Given entries Block Start

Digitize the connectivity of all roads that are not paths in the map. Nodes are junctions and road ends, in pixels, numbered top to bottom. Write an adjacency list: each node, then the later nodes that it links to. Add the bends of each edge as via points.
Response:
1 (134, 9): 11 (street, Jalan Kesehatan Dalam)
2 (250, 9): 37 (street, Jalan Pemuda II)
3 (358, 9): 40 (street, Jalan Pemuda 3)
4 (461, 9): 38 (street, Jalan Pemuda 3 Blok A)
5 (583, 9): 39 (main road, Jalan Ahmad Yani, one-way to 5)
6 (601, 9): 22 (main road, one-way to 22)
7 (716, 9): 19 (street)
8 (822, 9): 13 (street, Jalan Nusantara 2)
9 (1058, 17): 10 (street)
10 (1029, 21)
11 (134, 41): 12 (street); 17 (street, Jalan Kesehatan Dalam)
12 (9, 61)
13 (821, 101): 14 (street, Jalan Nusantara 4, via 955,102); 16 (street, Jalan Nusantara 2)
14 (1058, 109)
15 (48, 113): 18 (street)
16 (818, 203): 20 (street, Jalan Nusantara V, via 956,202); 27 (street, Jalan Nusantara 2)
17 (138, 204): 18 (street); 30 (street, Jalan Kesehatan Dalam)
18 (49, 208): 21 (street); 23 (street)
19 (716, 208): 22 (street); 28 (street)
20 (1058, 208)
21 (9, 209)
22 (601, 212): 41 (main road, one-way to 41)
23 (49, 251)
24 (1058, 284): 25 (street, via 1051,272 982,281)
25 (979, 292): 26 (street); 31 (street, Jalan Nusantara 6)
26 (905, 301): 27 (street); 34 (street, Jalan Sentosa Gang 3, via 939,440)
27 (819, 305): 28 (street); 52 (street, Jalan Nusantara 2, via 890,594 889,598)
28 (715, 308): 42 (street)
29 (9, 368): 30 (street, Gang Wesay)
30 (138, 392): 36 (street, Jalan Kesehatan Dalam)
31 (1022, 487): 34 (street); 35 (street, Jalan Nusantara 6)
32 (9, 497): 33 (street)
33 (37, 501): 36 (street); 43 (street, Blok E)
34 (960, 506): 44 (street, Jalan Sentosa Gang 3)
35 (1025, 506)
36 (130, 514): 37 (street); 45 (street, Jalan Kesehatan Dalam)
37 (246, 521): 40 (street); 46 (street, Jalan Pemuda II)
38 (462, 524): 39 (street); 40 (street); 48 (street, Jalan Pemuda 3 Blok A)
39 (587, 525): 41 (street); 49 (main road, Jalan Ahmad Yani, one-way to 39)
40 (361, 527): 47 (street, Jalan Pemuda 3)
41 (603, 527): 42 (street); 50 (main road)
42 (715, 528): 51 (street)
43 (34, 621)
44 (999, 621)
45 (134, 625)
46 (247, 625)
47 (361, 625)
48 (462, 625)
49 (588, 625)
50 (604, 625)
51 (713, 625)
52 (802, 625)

Given entries Block End

Could you retype all of the material word for word?

● Expected answer
Digitize the connectivity of all roads that are not paths in the map. Nodes are junctions and road ends, in pixels, numbered top to bottom. Write an adjacency list: each node, then the later nodes that it links to. Add the bends of each edge as via points.
Response:
1 (134, 9): 11 (street, Jalan Kesehatan Dalam)
2 (250, 9): 37 (street, Jalan Pemuda II)
3 (358, 9): 40 (street, Jalan Pemuda 3)
4 (461, 9): 38 (street, Jalan Pemuda 3 Blok A)
5 (583, 9): 39 (main road, Jalan Ahmad Yani, one-way to 5)
6 (601, 9): 22 (main road, one-way to 22)
7 (716, 9): 19 (street)
8 (822, 9): 13 (street, Jalan Nusantara 2)
9 (1058, 17): 10 (street)
10 (1029, 21)
11 (134, 41): 12 (street); 17 (street, Jalan Kesehatan Dalam)
12 (9, 61)
13 (821, 101): 14 (street, Jalan Nusantara 4, via 955,102); 16 (street, Jalan Nusantara 2)
14 (1058, 109)
15 (48, 113): 18 (street)
16 (818, 203): 20 (street, Jalan Nusantara V, via 956,202); 27 (street, Jalan Nusantara 2)
17 (138, 204): 18 (street); 30 (street, Jalan Kesehatan Dalam)
18 (49, 208): 21 (street); 23 (street)
19 (716, 208): 22 (street); 28 (street)
20 (1058, 208)
21 (9, 209)
22 (601, 212): 41 (main road, one-way to 41)
23 (49, 251)
24 (1058, 284): 25 (street, via 1051,272 982,281)
25 (979, 292): 26 (street); 31 (street, Jalan Nusantara 6)
26 (905, 301): 27 (street); 34 (street, Jalan Sentosa Gang 3, via 939,440)
27 (819, 305): 28 (street); 52 (street, Jalan Nusantara 2, via 890,594 889,598)
28 (715, 308): 42 (street)
29 (9, 368): 30 (street, Gang Wesay)
30 (138, 392): 36 (street, Jalan Kesehatan Dalam)
31 (1022, 487): 34 (street); 35 (street, Jalan Nusantara 6)
32 (9, 497): 33 (street)
33 (37, 501): 36 (street); 43 (street, Blok E)
34 (960, 506): 44 (street, Jalan Sentosa Gang 3)
35 (1025, 506)
36 (130, 514): 37 (street); 45 (street, Jalan Kesehatan Dalam)
37 (246, 521): 40 (street); 46 (street, Jalan Pemuda II)
38 (462, 524): 39 (street); 40 (street); 48 (street, Jalan Pemuda 3 Blok A)
39 (587, 525): 41 (street); 49 (main road, Jalan Ahmad Yani, one-way to 39)
40 (361, 527): 47 (street, Jalan Pemuda 3)
41 (603, 527): 42 (street); 50 (main road)
42 (715, 528): 51 (street)
43 (34, 621)
44 (999, 621)
45 (134, 625)
46 (247, 625)
47 (361, 625)
48 (462, 625)
49 (588, 625)
50 (604, 625)
51 (713, 625)
52 (802, 625)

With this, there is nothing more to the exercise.